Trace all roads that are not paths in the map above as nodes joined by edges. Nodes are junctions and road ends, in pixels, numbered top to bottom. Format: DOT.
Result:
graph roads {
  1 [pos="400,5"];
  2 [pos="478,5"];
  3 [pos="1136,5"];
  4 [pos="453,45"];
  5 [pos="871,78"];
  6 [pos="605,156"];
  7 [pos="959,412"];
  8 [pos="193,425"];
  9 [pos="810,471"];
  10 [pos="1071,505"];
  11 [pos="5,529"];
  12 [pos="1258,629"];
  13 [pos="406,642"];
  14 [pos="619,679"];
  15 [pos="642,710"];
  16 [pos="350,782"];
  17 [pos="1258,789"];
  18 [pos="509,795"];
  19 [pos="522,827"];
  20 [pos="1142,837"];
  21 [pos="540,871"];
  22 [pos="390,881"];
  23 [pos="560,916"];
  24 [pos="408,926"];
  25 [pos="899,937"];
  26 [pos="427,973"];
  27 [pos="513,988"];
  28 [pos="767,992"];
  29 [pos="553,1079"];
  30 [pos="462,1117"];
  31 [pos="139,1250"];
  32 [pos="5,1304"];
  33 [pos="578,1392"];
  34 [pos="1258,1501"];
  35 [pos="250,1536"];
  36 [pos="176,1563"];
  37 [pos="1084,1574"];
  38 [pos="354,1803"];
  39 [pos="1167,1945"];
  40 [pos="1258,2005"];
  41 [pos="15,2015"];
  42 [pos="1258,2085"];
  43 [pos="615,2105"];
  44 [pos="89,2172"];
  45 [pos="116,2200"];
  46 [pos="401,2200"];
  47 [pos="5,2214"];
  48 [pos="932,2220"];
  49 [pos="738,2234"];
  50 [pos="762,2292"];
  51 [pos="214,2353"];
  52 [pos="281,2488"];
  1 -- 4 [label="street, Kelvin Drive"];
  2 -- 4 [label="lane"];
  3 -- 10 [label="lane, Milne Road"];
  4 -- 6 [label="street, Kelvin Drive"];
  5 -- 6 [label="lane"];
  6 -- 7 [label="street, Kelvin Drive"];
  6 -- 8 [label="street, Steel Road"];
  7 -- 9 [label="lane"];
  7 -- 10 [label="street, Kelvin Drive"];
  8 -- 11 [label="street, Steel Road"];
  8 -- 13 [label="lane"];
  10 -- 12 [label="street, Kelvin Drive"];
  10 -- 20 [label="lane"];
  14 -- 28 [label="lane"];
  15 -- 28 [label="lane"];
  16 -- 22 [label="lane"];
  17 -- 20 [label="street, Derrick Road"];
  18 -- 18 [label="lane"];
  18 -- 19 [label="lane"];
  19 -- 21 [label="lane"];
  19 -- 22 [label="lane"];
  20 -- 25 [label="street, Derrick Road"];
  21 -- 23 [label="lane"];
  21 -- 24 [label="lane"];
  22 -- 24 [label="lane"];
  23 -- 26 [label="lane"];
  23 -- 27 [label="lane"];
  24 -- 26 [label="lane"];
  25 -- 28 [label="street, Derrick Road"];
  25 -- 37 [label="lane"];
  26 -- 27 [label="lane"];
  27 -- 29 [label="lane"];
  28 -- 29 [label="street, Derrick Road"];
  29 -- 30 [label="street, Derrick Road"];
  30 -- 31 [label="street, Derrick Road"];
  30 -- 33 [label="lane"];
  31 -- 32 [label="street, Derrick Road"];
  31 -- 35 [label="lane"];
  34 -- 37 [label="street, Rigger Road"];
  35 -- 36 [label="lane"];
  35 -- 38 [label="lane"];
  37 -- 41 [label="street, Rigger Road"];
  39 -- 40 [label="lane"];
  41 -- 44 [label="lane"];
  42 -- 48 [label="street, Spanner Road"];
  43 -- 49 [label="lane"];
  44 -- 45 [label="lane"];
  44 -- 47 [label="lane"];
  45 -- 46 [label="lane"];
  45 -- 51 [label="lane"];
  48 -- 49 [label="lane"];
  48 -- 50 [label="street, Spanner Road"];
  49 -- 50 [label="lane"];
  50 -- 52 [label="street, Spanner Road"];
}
□ □ □ □ □
*Task item*:
Every line of the listing above is to be repeated exactly as written.

*Your solution*:
Trace all roads that are not paths in the map above as nodes joined by edges. Nodes are junctions and road ends, in pixels, numbered top to bottom. Format: DOT.
Result:
graph roads {
  1 [pos="400,5"];
  2 [pos="478,5"];
  3 [pos="1136,5"];
  4 [pos="453,45"];
  5 [pos="871,78"];
  6 [pos="605,156"];
  7 [pos="959,412"];
  8 [pos="193,425"];
  9 [pos="810,471"];
  10 [pos="1071,505"];
  11 [pos="5,529"];
  12 [pos="1258,629"];
  13 [pos="406,642"];
  14 [pos="619,679"];
  15 [pos="642,710"];
  16 [pos="350,782"];
  17 [pos="1258,789"];
  18 [pos="509,795"];
  19 [pos="522,827"];
  20 [pos="1142,837"];
  21 [pos="540,871"];
  22 [pos="390,881"];
  23 [pos="560,916"];
  24 [pos="408,926"];
  25 [pos="899,937"];
  26 [pos="427,973"];
  27 [pos="513,988"];
  28 [pos="767,992"];
  29 [pos="553,1079"];
  30 [pos="462,1117"];
  31 [pos="139,1250"];
  32 [pos="5,1304"];
  33 [pos="578,1392"];
  34 [pos="1258,1501"];
  35 [pos="250,1536"];
  36 [pos="176,1563"];
  37 [pos="1084,1574"];
  38 [pos="354,1803"];
  39 [pos="1167,1945"];
  40 [pos="1258,2005"];
  41 [pos="15,2015"];
  42 [pos="1258,2085"];
  43 [pos="615,2105"];
  44 [pos="89,2172"];
  45 [pos="116,2200"];
  46 [pos="401,2200"];
  47 [pos="5,2214"];
  48 [pos="932,2220"];
  49 [pos="738,2234"];
  50 [pos="762,2292"];
  51 [pos="214,2353"];
  52 [pos="281,2488"];
  1 -- 4 [label="street, Kelvin Drive"];
  2 -- 4 [label="lane"];
  3 -- 10 [label="lane, Milne Road"];
  4 -- 6 [label="street, Kelvin Drive"];
  5 -- 6 [label="lane"];
  6 -- 7 [label="street, Kelvin Drive"];
  6 -- 8 [label="street, Steel Road"];
  7 -- 9 [label="lane"];
  7 -- 10 [label="street, Kelvin Drive"];
  8 -- 11 [label="street, Steel Road"];
  8 -- 13 [label="lane"];
  10 -- 12 [label="street, Kelvin Drive"];
  10 -- 20 [label="lane"];
  14 -- 28 [label="lane"];
  15 -- 28 [label="lane"];
  16 -- 22 [label="lane"];
  17 -- 20 [label="street, Derrick Road"];
  18 -- 18 [label="lane"];
  18 -- 19 [label="lane"];
  19 -- 21 [label="lane"];
  19 -- 22 [label="lane"];
  20 -- 25 [label="street, Derrick Road"];
  21 -- 23 [label="lane"];
  21 -- 24 [label="lane"];
  22 -- 24 [label="lane"];
  23 -- 26 [label="lane"];
  23 -- 27 [label="lane"];
  24 -- 26 [label="lane"];
  25 -- 28 [label="street, Derrick Road"];
  25 -- 37 [label="lane"];
  26 -- 27 [label="lane"];
  27 -- 29 [label="lane"];
  28 -- 29 [label="street, Derrick Road"];
  29 -- 30 [label="street, Derrick Road"];
  30 -- 31 [label="street, Derrick Road"];
  30 -- 33 [label="lane"];
  31 -- 32 [label="street, Derrick Road"];
  31 -- 35 [label="lane"];
  34 -- 37 [label="street, Rigger Road"];
  35 -- 36 [label="lane"];
  35 -- 38 [label="lane"];
  37 -- 41 [label="street, Rigger Road"];
  39 -- 40 [label="lane"];
  41 -- 44 [label="lane"];
  42 -- 48 [label="street, Spanner Road"];
  43 -- 49 [label="lane"];
  44 -- 45 [label="lane"];
  44 -- 47 [label="lane"];
  45 -- 46 [label="lane"];
  45 -- 51 [label="lane"];
  48 -- 49 [label="lane"];
  48 -- 50 [label="street, Spanner Road"];
  49 -- 50 [label="lane"];
  50 -- 52 [label="street, Spanner Road"];
}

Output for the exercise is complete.